Suppose nation A attacks nation D. The leaders of nation D realize that they cannot win the war. But they also reasonably believe that, by defending themselves, they will reduce the military resources of nation A. As a result, nation D may be able to mount a second war, in the future, to free their nation. Or they may be able to prevent nation A from going on to attack and conquer other nations.

But if nation D surrenders, then nation A will be able to add the military resources of D to those of A, and subsequently conquer nations that A could not have hoped to conquer with only its own resources, especially if those resources were decreased by a war with D. Therefore, nation D can defend itself, morally, without likelihood of success, because the totality of the foreseeable consequences of that war, for all persons concerned, favors going to war.

An example from history:

“The phrase [molon labe] was reportedly the defiant response of King Leonidas I of Sparta to Xerxes I of Persia when Xerxes demanded that the Greeks lay down their arms and surrender. This was at the onset of the Battle of Thermopylae (480 BC). Instead, the Greeks held Thermopylae for three days. Although the Greek contingent was defeated, they inflicted serious damage on the Persian army. Most importantly, this delayed the Persians’ progress to Athens, providing sufficient time for the city’s evacuation to the island of Salamis. Though a tactical defeat, Thermopylae served as a strategic and moral victory, inspiring the Greek forces to crush the Persians at the Battle of Salamis later the same year and the Battle of Plataea one year later.” [Wikipedia]
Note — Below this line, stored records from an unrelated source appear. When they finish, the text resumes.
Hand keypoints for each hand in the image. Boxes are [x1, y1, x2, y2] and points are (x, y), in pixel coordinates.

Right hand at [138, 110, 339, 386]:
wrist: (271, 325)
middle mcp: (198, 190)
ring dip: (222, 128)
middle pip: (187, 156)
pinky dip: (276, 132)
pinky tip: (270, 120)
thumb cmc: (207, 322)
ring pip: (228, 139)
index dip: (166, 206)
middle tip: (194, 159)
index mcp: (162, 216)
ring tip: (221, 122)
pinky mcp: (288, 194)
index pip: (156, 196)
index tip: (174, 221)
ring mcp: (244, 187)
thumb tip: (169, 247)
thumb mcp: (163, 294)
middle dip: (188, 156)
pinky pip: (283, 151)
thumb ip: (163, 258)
Other hypothetical examples

Suppose that nation A attacks nation D with the clear intention of destroying the entire people of nation D. Such a war by nation A is a genocidal war, and therefore intrinsically evil and exceedingly wicked. Is not nation D justified in defending itself, with all its resources, even without serious prospects of success? And if they pray to God for assistance, in a war where they have no reasonable chance of successfully defending themselves, will He not help them, perhaps in an unexpected way?

An example from history :

In 1281 AD, “the Mongol army, led by Kublai Khan, grandson of Genghis Khan”, attempted an invasion of Japan “with an enormous fleet of 4,400 ships and an estimated 70,000 to 140,000 soldiers.” [Ancient Origins]

The Japanese people had nowhere near enough troops to repel this overwhelming force. Subsequent to a previous invasion attempt, they had built two-meter-high walls along the shores, to make it difficult for ships to land troops. But it was only a matter of time before the ships found a place to assault the beaches. The Japanese had no serious prospects of success. So the emperor called for the people to pray.
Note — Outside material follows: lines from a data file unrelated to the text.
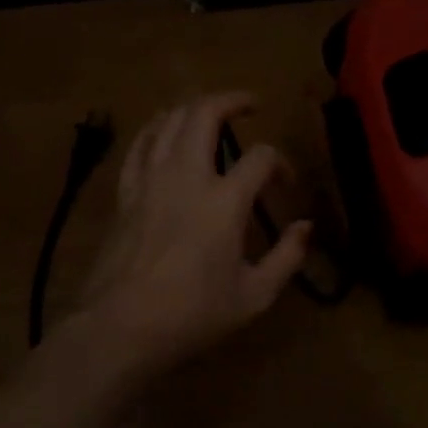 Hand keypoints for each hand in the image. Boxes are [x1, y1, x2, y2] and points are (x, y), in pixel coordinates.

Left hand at [67, 92, 310, 375]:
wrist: (121, 327)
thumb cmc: (192, 315)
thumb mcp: (254, 296)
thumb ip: (287, 258)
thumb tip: (306, 227)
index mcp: (224, 201)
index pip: (261, 157)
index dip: (280, 162)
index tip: (284, 182)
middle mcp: (186, 176)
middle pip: (205, 113)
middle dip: (232, 100)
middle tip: (249, 103)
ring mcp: (150, 179)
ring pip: (168, 120)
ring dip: (193, 106)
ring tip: (208, 111)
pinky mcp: (125, 192)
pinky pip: (139, 144)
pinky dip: (155, 128)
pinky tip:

“Beginning August 15, the now-famous kamikaze, a massive typhoon, assaulted the shores of Kyūshū for two days straight, and destroyed much of the Mongol fleet.” [Wikipedia]
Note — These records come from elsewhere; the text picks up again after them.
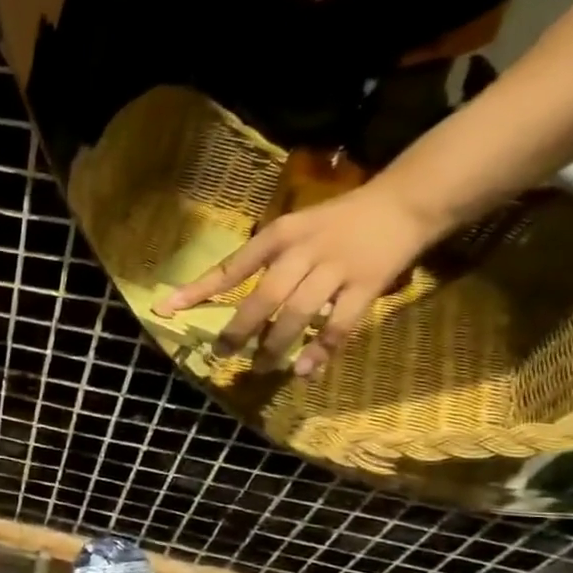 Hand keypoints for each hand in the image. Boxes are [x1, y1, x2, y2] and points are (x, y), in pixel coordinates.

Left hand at [154, 186, 445, 376]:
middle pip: (264, 296)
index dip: (198, 289)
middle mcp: (303, 251)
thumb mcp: (292, 229)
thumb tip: (215, 293)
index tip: (167, 309)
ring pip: (298, 313)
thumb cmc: (338, 221)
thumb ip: (260, 260)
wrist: (405, 201)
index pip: (231, 266)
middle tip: (222, 353)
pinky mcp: (367, 285)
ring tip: (258, 366)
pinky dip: (321, 349)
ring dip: (275, 344)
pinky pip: (340, 324)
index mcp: (279, 235)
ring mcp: (337, 268)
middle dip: (239, 329)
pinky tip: (305, 371)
The storm obliterated the attacking army: “over 4,000 ships were destroyed and 80 percent of the soldiers either drowned or were killed by samurai on the beaches in what became one of the largest and most disastrous attempts at a naval invasion in history.” [Ancient Origins]

The idea that a nation cannot morally defend itself unless there are “serious prospects of success” is not a necessarily condition for every war to be just. Some wars can be just without meeting that condition. The prospect of success certainly weighs in the third font of the circumstances in considering the morality of going to war. But it is also, just as certainly, not an absolutely essential condition that must be met in all cases. Some circumstances can make going to war moral, despite little hope of success.

Speaking more generally, I believe that the traditional just war theory needs to revised in the light of recent teachings of the Magisterium on morality, especially the teaching of Veritatis Splendor on intrinsically evil acts and the three fonts of morality.

Ronald L. Conte Jr.
Roman Catholic theologian and translator of the Catholic Public Domain Version of the Bible.